I’ve been laboring with a choice for a while now. My beloved HTC Apache is getting on in age, and Sprint isn’t even thinking about fixing Apaches anymore, much less replacing them. The problem is that so far, I haven’t found a worthy successor. The Mogul and Tilt are the obvious choices, but neither is really worth making the jump from the Apache in and of itself.

What I really want is the new Sprint Touch, actually the HTC Vogue. Building on the original GSM Touch, it’s smaller and leaner than even the T-Mobile Dash (the HTC Excalibur or S620) and has just the sort of slate gray, almost no buttons, all-touchscreen-but-able-to-run-real-applications Zen aesthetic I’ve been looking for. It’s got 128MB of RAM, 256MB of flash, BT 2.0, a hard-plastic touchscreen that I won’t have to baby and a beefy 400MHz processor. It’s perfect.

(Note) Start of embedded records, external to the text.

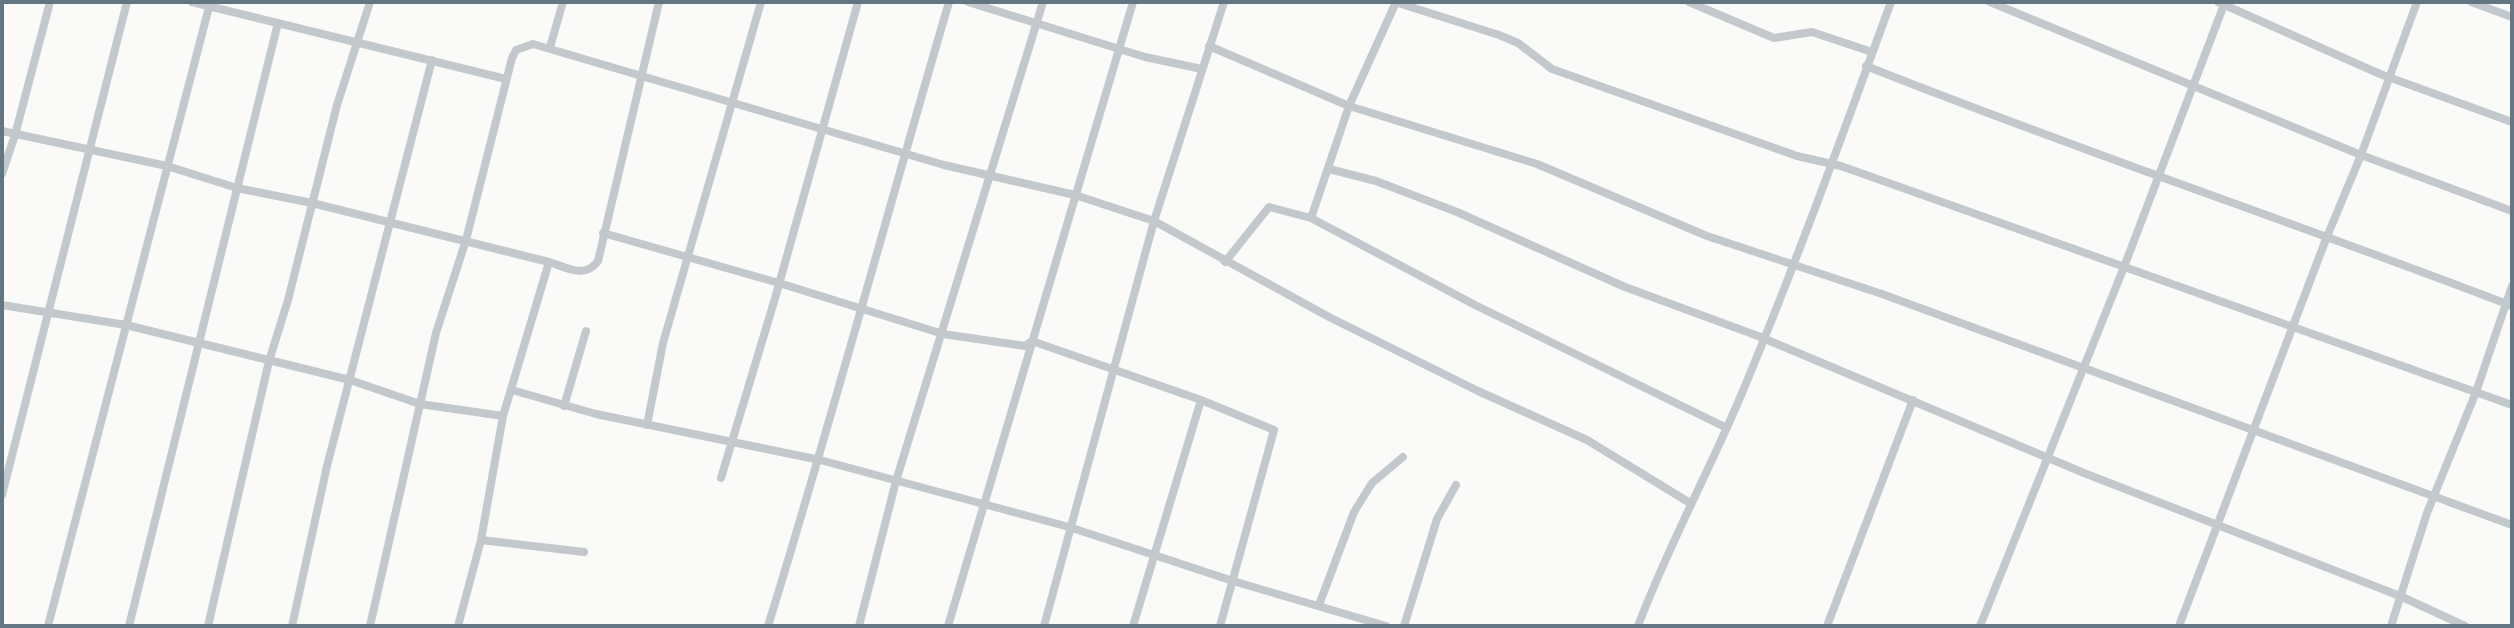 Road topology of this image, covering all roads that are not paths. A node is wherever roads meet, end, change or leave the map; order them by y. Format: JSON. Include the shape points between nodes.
{"nodes":[{"id":1,"x":50,"y":2,"type":"edge"},
{"id":2,"x":127,"y":2,"type":"edge"},
{"id":3,"x":192,"y":2,"type":"edge"},
{"id":4,"x":370,"y":2,"type":"edge"},
{"id":5,"x":563,"y":2,"type":"edge"},
{"id":6,"x":659,"y":2,"type":"edge"},
{"id":7,"x":761,"y":2,"type":"edge"},
{"id":8,"x":858,"y":2,"type":"edge"},
{"id":9,"x":949,"y":2,"type":"edge"},
{"id":10,"x":968,"y":2,"type":"edge"},
{"id":11,"x":1043,"y":2,"type":"edge"},
{"id":12,"x":1133,"y":2,"type":"edge"},
{"id":13,"x":1224,"y":2,"type":"edge"},
{"id":14,"x":1395,"y":2,"type":"edge"},
{"id":15,"x":1689,"y":2,"type":"edge"},
{"id":16,"x":1891,"y":2,"type":"edge"},
{"id":17,"x":1990,"y":2,"type":"edge"},
{"id":18,"x":2417,"y":2,"type":"edge"},
{"id":19,"x":2471,"y":2,"type":"edge"},
{"id":20,"x":2223,"y":3,"type":"edge"},
{"id":21,"x":209,"y":8,"type":"junction"},
{"id":22,"x":2512,"y":18,"type":"edge"},
{"id":23,"x":1037,"y":22,"type":"junction"},
{"id":24,"x":278,"y":23,"type":"junction"},
{"id":25,"x":358,"y":41,"type":"junction"},
{"id":26,"x":1209,"y":46,"type":"junction"},
{"id":27,"x":550,"y":47,"type":"junction"},
{"id":28,"x":1119,"y":47,"type":"junction"},
{"id":29,"x":1872,"y":52,"type":"junction"},
{"id":30,"x":432,"y":60,"type":"junction"},
{"id":31,"x":1866,"y":66,"type":"junction"},
{"id":32,"x":1202,"y":69,"type":"junction"},
{"id":33,"x":640,"y":75,"type":"junction"},
{"id":34,"x":2391,"y":77,"type":"junction"},
{"id":35,"x":506,"y":79,"type":"junction"},
{"id":36,"x":2194,"y":87,"type":"junction"},
{"id":37,"x":734,"y":102,"type":"junction"},
{"id":38,"x":1349,"y":106,"type":"junction"},
{"id":39,"x":2512,"y":122,"type":"edge"},
{"id":40,"x":821,"y":128,"type":"junction"},
{"id":41,"x":2,"y":131,"type":"edge"},
{"id":42,"x":15,"y":135,"type":"junction"},
{"id":43,"x":89,"y":151,"type":"junction"},
{"id":44,"x":904,"y":153,"type":"junction"},
{"id":45,"x":2361,"y":155,"type":"junction"},
{"id":46,"x":1833,"y":164,"type":"junction"},
{"id":47,"x":167,"y":166,"type":"junction"},
{"id":48,"x":1329,"y":169,"type":"junction"},
{"id":49,"x":2,"y":174,"type":"edge"},
{"id":50,"x":990,"y":176,"type":"junction"},
{"id":51,"x":2158,"y":176,"type":"junction"},
{"id":52,"x":237,"y":188,"type":"junction"},
{"id":53,"x":1075,"y":195,"type":"junction"},
{"id":54,"x":312,"y":203,"type":"junction"},
{"id":55,"x":2512,"y":211,"type":"edge"},
{"id":56,"x":1311,"y":218,"type":"junction"},
{"id":57,"x":1154,"y":221,"type":"junction"},
{"id":58,"x":387,"y":222,"type":"junction"},
{"id":59,"x":603,"y":233,"type":"junction"},
{"id":60,"x":2326,"y":239,"type":"junction"},
{"id":61,"x":466,"y":240,"type":"junction"},
{"id":62,"x":688,"y":257,"type":"junction"},
{"id":63,"x":550,"y":262,"type":"junction"},
{"id":64,"x":1225,"y":262,"type":"junction"},
{"id":65,"x":1793,"y":263,"type":"junction"},
{"id":66,"x":2124,"y":267,"type":"junction"},
{"id":67,"x":779,"y":283,"type":"junction"},
{"id":68,"x":2512,"y":286,"type":"edge"},
{"id":69,"x":2,"y":304,"type":"edge"},
{"id":70,"x":2509,"y":305,"type":"edge"},
{"id":71,"x":859,"y":308,"type":"junction"},
{"id":72,"x":46,"y":311,"type":"junction"},
{"id":73,"x":126,"y":325,"type":"junction"},
{"id":74,"x":2294,"y":328,"type":"junction"},
{"id":75,"x":586,"y":331,"type":"dead end"},
{"id":76,"x":943,"y":334,"type":"junction"},
{"id":77,"x":1765,"y":338,"type":"junction"},
{"id":78,"x":1032,"y":341,"type":"junction"},
{"id":79,"x":199,"y":343,"type":"junction"},
{"id":80,"x":269,"y":361,"type":"junction"},
{"id":81,"x":2082,"y":369,"type":"junction"},
{"id":82,"x":1112,"y":370,"type":"junction"},
{"id":83,"x":350,"y":380,"type":"junction"},
{"id":84,"x":512,"y":390,"type":"junction"},
{"id":85,"x":2476,"y":392,"type":"junction"},
{"id":86,"x":1201,"y":400,"type":"junction"},
{"id":87,"x":1913,"y":400,"type":"junction"},
{"id":88,"x":421,"y":404,"type":"junction"},
{"id":89,"x":2512,"y":405,"type":"edge"},
{"id":90,"x":564,"y":406,"type":"junction"},
{"id":91,"x":503,"y":416,"type":"junction"},
{"id":92,"x":647,"y":425,"type":"junction"},
{"id":93,"x":1727,"y":428,"type":"junction"},
{"id":94,"x":2252,"y":431,"type":"junction"},
{"id":95,"x":730,"y":444,"type":"junction"},
{"id":96,"x":1404,"y":457,"type":"dead end"},
{"id":97,"x":2049,"y":458,"type":"junction"},
{"id":98,"x":820,"y":460,"type":"junction"},
{"id":99,"x":721,"y":478,"type":"dead end"},
{"id":100,"x":896,"y":481,"type":"junction"},
{"id":101,"x":1456,"y":485,"type":"dead end"},
{"id":102,"x":2,"y":495,"type":"edge"},
{"id":103,"x":2434,"y":496,"type":"junction"},
{"id":104,"x":1690,"y":503,"type":"junction"},
{"id":105,"x":984,"y":506,"type":"junction"},
{"id":106,"x":2217,"y":524,"type":"junction"},
{"id":107,"x":2512,"y":525,"type":"edge"},
{"id":108,"x":1069,"y":527,"type":"junction"},
{"id":109,"x":481,"y":540,"type":"junction"},
{"id":110,"x":584,"y":552,"type":"dead end"},
{"id":111,"x":1152,"y":556,"type":"junction"},
{"id":112,"x":1233,"y":581,"type":"junction"},
{"id":113,"x":2400,"y":596,"type":"junction"},
{"id":114,"x":1319,"y":605,"type":"junction"},
{"id":115,"x":48,"y":626,"type":"edge"},
{"id":116,"x":129,"y":626,"type":"edge"},
{"id":117,"x":208,"y":626,"type":"edge"},
{"id":118,"x":292,"y":626,"type":"edge"},
{"id":119,"x":370,"y":626,"type":"edge"},
{"id":120,"x":458,"y":626,"type":"edge"},
{"id":121,"x":768,"y":626,"type":"edge"},
{"id":122,"x":859,"y":626,"type":"edge"},
{"id":123,"x":948,"y":626,"type":"edge"},
{"id":124,"x":1044,"y":626,"type":"edge"},
{"id":125,"x":1133,"y":626,"type":"edge"},
{"id":126,"x":1220,"y":626,"type":"edge"},
{"id":127,"x":1386,"y":626,"type":"edge"},
{"id":128,"x":1404,"y":626,"type":"edge"},
{"id":129,"x":1638,"y":626,"type":"edge"},
{"id":130,"x":1827,"y":626,"type":"edge"},
{"id":131,"x":1980,"y":626,"type":"edge"},
{"id":132,"x":2179,"y":626,"type":"edge"},
{"id":133,"x":2391,"y":626,"type":"edge"},
{"id":134,"x":2465,"y":626,"type":"edge"}],
"edges":[{"from":1,"to":42,"type":"street"},
{"from":2,"to":43,"type":"street"},
{"from":3,"to":21,"type":"street"},
{"from":4,"to":25,"type":"street"},
{"from":5,"to":27,"type":"street"},
{"from":6,"to":33,"type":"street"},
{"from":7,"to":37,"type":"street"},
{"from":8,"to":40,"type":"street"},
{"from":9,"to":44,"type":"street"},
{"from":10,"to":23,"type":"street"},
{"from":11,"to":23,"type":"street"},
{"from":12,"to":28,"type":"street"},
{"from":13,"to":26,"type":"street"},
{"from":14,"to":38,"type":"street"},
{"from":14,"to":46,"type":"street","via":[[1518,43],[1552,69],[1797,156]]},
{"from":15,"to":29,"type":"street","via":[[1774,38],[1812,32]]},
{"from":16,"to":29,"type":"street"},
{"from":17,"to":36,"type":"street"},
{"from":18,"to":34,"type":"street"},
{"from":19,"to":22,"type":"street"},
{"from":20,"to":34,"type":"street"},
{"from":20,"to":36,"type":"street"},
{"from":21,"to":24,"type":"street"},
{"from":21,"to":47,"type":"street"},
{"from":23,"to":28,"type":"street"},
{"from":23,"to":50,"type":"street"},
{"from":24,"to":25,"type":"street"},
{"from":24,"to":52,"type":"street"},
{"from":25,"to":30,"type":"street"},
{"from":25,"to":54,"type":"street"},
{"from":26,"to":32,"type":"street"},
{"from":26,"to":38,"type":"street"},
{"from":27,"to":33,"type":"street"},
{"from":27,"to":35,"type":"street","via":[[533,44],[516,50]]},
{"from":28,"to":32,"type":"street"},
{"from":28,"to":53,"type":"street"},
{"from":29,"to":31,"type":"street"},
{"from":30,"to":35,"type":"street"},
{"from":30,"to":58,"type":"street"},
{"from":31,"to":46,"type":"street"},
{"from":31,"to":51,"type":"street"},
{"from":32,"to":57,"type":"street"},
{"from":33,"to":37,"type":"street"},
{"from":33,"to":59,"type":"street"},
{"from":34,"to":39,"type":"street"},
{"from":34,"to":45,"type":"street"},
{"from":35,"to":61,"type":"street"},
{"from":36,"to":45,"type":"street"},
{"from":36,"to":51,"type":"street"},
{"from":37,"to":40,"type":"street"},
{"from":37,"to":62,"type":"street"},
{"from":38,"to":48,"type":"street"},
{"from":38,"to":65,"type":"street","via":[[1537,164],[1707,236]]},
{"from":40,"to":44,"type":"street"},
{"from":40,"to":67,"type":"street"},
{"from":41,"to":42,"type":"street"},
{"from":42,"to":43,"type":"street"},
{"from":42,"to":49,"type":"street"},
{"from":43,"to":47,"type":"street"},
{"from":43,"to":72,"type":"street"},
{"from":44,"to":50,"type":"street"},
{"from":44,"to":71,"type":"street"},
{"from":45,"to":55,"type":"street"},
{"from":45,"to":60,"type":"street"},
{"from":46,"to":65,"type":"street"},
{"from":46,"to":66,"type":"street"},
{"from":47,"to":52,"type":"street"},
{"from":47,"to":73,"type":"street"},
{"from":48,"to":56,"type":"street"},
{"from":48,"to":77,"type":"street","via":[[1445,207],[1625,287]]},
{"from":50,"to":53,"type":"street"},
{"from":50,"to":76,"type":"street"},
{"from":51,"to":60,"type":"street"},
{"from":51,"to":66,"type":"street"},
{"from":52,"to":54,"type":"street"},
{"from":52,"to":79,"type":"street"},
{"from":53,"to":57,"type":"street"},
{"from":53,"to":78,"type":"street"},
{"from":54,"to":58,"type":"street"},
{"from":54,"to":80,"type":"street"},
{"from":56,"to":64,"type":"street","via":[[1269,207]]},
{"from":56,"to":93,"type":"street","via":[[1487,311]]},
{"from":57,"to":64,"type":"street"},
{"from":57,"to":82,"type":"street"},
{"from":58,"to":61,"type":"street"},
{"from":58,"to":83,"type":"street"},
{"from":59,"to":62,"type":"street"},
{"from":59,"to":63,"type":"street","via":[[592,270],[578,271]]},
{"from":60,"to":70,"type":"street"},
{"from":60,"to":74,"type":"street"},
{"from":61,"to":63,"type":"street"},
{"from":61,"to":88,"type":"street","via":[[436,333]]},
{"from":62,"to":67,"type":"street"},
{"from":62,"to":92,"type":"street","via":[[663,343]]},
{"from":63,"to":84,"type":"street"},
{"from":64,"to":104,"type":"street","via":[[1478,391],[1587,440]]},
{"from":65,"to":77,"type":"street"},
{"from":65,"to":81,"type":"street"},
{"from":66,"to":74,"type":"street"},
{"from":66,"to":81,"type":"street"},
{"from":67,"to":71,"type":"street"},
{"from":67,"to":95,"type":"street"},
{"from":68,"to":70,"type":"street"},
{"from":69,"to":72,"type":"street"},
{"from":70,"to":85,"type":"street"},
{"from":71,"to":76,"type":"street"},
{"from":71,"to":98,"type":"street"},
{"from":72,"to":73,"type":"street"},
{"from":72,"to":102,"type":"street"},
{"from":73,"to":79,"type":"street"},
{"from":73,"to":115,"type":"street"},
{"from":74,"to":85,"type":"street"},
{"from":74,"to":94,"type":"street"},
{"from":75,"to":90,"type":"street"},
{"from":76,"to":78,"type":"street","via":[[1025,346]]},
{"from":76,"to":100,"type":"street"},
{"from":77,"to":87,"type":"street"},
{"from":77,"to":93,"type":"street"},
{"from":78,"to":82,"type":"street"},
{"from":78,"to":105,"type":"street"},
{"from":79,"to":80,"type":"street"},
{"from":79,"to":116,"type":"street"},
{"from":80,"to":83,"type":"street"},
{"from":80,"to":117,"type":"street"},
{"from":81,"to":94,"type":"street"},
{"from":81,"to":97,"type":"street"},
{"from":82,"to":86,"type":"street"},
{"from":82,"to":108,"type":"street"},
{"from":83,"to":88,"type":"street"},
{"from":83,"to":118,"type":"street"},
{"from":84,"to":90,"type":"street"},
{"from":84,"to":91,"type":"street"},
{"from":85,"to":89,"type":"street"},
{"from":85,"to":103,"type":"street"},
{"from":86,"to":111,"type":"street"},
{"from":86,"to":112,"type":"street","via":[[1274,430]]},
{"from":87,"to":97,"type":"street"},
{"from":87,"to":130,"type":"street"},
{"from":88,"to":91,"type":"street"},
{"from":88,"to":119,"type":"street"},
{"from":90,"to":92,"type":"street"},
{"from":91,"to":109,"type":"street"},
{"from":92,"to":95,"type":"street"},
{"from":93,"to":104,"type":"street"},
{"from":94,"to":103,"type":"street"},
{"from":94,"to":106,"type":"street"},
{"from":95,"to":98,"type":"street"},
{"from":95,"to":99,"type":"street"},
{"from":96,"to":114,"type":"street","via":[[1371,483],[1354,512]]},
{"from":97,"to":106,"type":"street"},
{"from":97,"to":131,"type":"street"},
{"from":98,"to":100,"type":"street"},
{"from":98,"to":121,"type":"street"},
{"from":100,"to":105,"type":"street"},
{"from":100,"to":122,"type":"street"},
{"from":101,"to":128,"type":"street","via":[[1437,519]]},
{"from":103,"to":107,"type":"street"},
{"from":103,"to":113,"type":"street"},
{"from":104,"to":129,"type":"street"},
{"from":105,"to":108,"type":"street"},
{"from":105,"to":123,"type":"street"},
{"from":106,"to":113,"type":"street"},
{"from":106,"to":132,"type":"street"},
{"from":108,"to":111,"type":"street"},
{"from":108,"to":124,"type":"street"},
{"from":109,"to":110,"type":"street"},
{"from":109,"to":120,"type":"street"},
{"from":111,"to":112,"type":"street"},
{"from":111,"to":125,"type":"street"},
{"from":112,"to":114,"type":"street"},
{"from":112,"to":126,"type":"street"},
{"from":113,"to":133,"type":"street"},
{"from":113,"to":134,"type":"street"},
{"from":114,"to":127,"type":"street"}]}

Except that unlike the even newer GSM Touch Duo, it completely lacks any physical keyboard. Admittedly, I don’t use the thumbboard on my Apache as much as I thought I would–the requirement to slide it open and use both hands really discourages quick one-handed entry–but I wasn’t jazzed to go back to pecking at the on-screen QWERTY keyboard or go back to Graffiti, either. And yes, I’ve seen the PocketCM keyboard, which mimics the keyboard on the iPhone, but it just doesn’t work for me. With the amount of text entry I do on the go, I need heavyweight data entry, and the Touch, much as it’s perfect for me in every other way, doesn’t do that.

Then a company called CooTek released TouchPal. Free for a couple months to get the word out, this is an on-screen Windows Mobile SIP (soft input panel) that borrows from the SureType keyboards seen on more phone-oriented Blackberry devices like the Peal, but then ads nifty stuff that you could only do on a touchscreen.

You get a 15-key keyboard with two letters and a punctuation mark on each key, arranged in the familiar QWERTY layout. Each key is big enough to hit even with beefy thumbs like mine, and reachable with a single thumb for one handed entry. The prediction works really well, and for most words just bash the key the letter you want is on and the keyboard will figure out what you mean. But for rare words, names or if you just want to be specific, slide your thumb off the key in the direction of the letter you want, and you’ll only get that letter. T, comma and Y are on the same key, so if you slide your finger off the key to the left, you’ll get a T every time. Side right to get Y, down to get a comma, and up and to the right to get a capital T, etc. The addition of sliding to the multiple-letters-on-a-key concept makes this eerily accurate, and it’s as fast as any thumbboard I’ve used.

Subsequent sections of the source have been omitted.